# A Reduced-Bit Multiplication Algorithm for Digital Arithmetic 

Harpreet Singh Dhillon and Abhijit Mitra


#### Abstract

A reduced-bit multiplication algorithm based on the ancient Vedic multiplication formulae is proposed in this paper. Both the Vedic multiplication formulae, Urdhva tiryakbhyam and Nikhilam, are first discussed in detail. Urdhva tiryakbhyam, being a general multiplication formula, is equally applicable to all cases of multiplication. It is applied to the digital arithmetic and is shown to yield a multiplier architecture which is very similar to the popular array multiplier.
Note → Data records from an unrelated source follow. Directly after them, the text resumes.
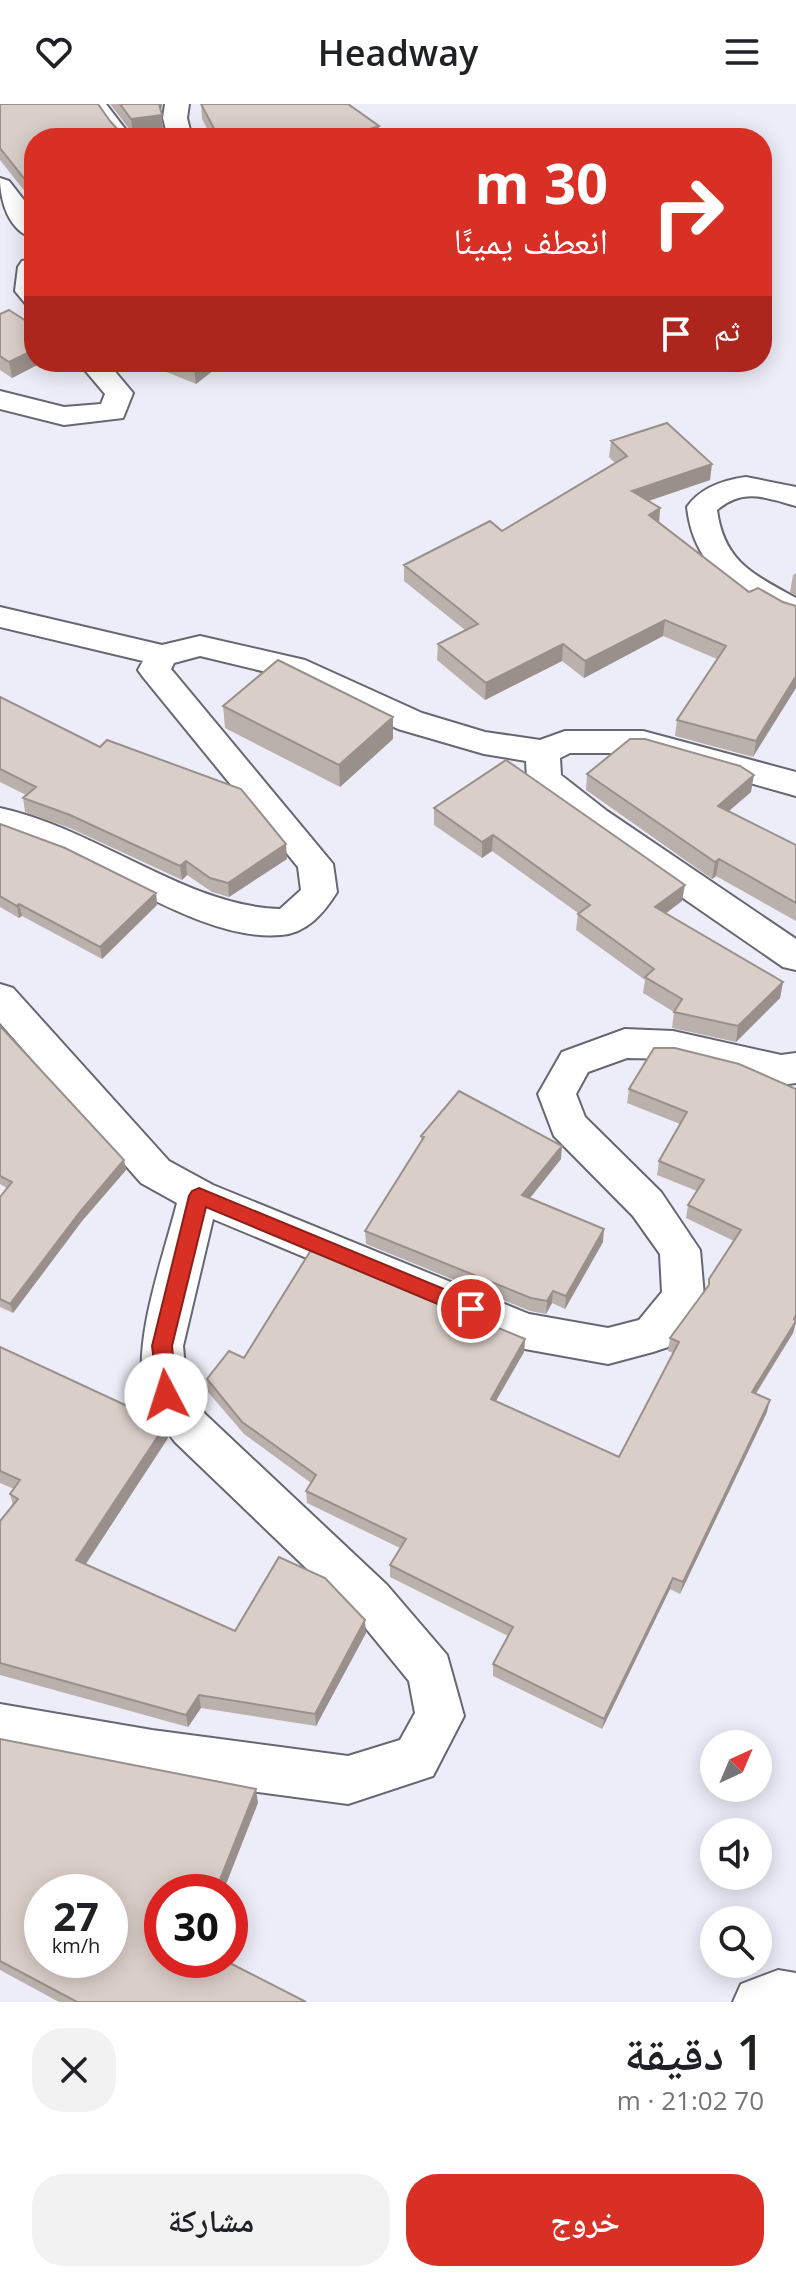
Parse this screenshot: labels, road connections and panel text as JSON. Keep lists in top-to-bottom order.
{
  "north": "top right",
  "page": {
    "header": "Headway",
    "turn": ["30 m", "انعطف يمينًا"],
    "then": "ثم",
    "speed": "27 km/h",
    "limit": "30",
    "heading": ["1 دقيقة", "70 m · 21:02"],
    "buttons": ["خروج", "مشاركة"]
  }
}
Due to its structure, it leads to a high carry propagation delay in case of multiplication of large numbers. Nikhilam Sutra, on the other hand, is more efficient in the multiplication of large numbers as it reduces the multiplication of two large numbers to that of two smaller numbers. The framework of the proposed algorithm is taken from this Sutra and is further optimized by use of some general arithmetic operations such as expansion and bit-shifting to take advantage of bit-reduction in multiplication. We illustrate the proposed algorithm by reducing a general $4 \times 4$-bit multiplication to a single $2 \times 2$-bit multiplication operation.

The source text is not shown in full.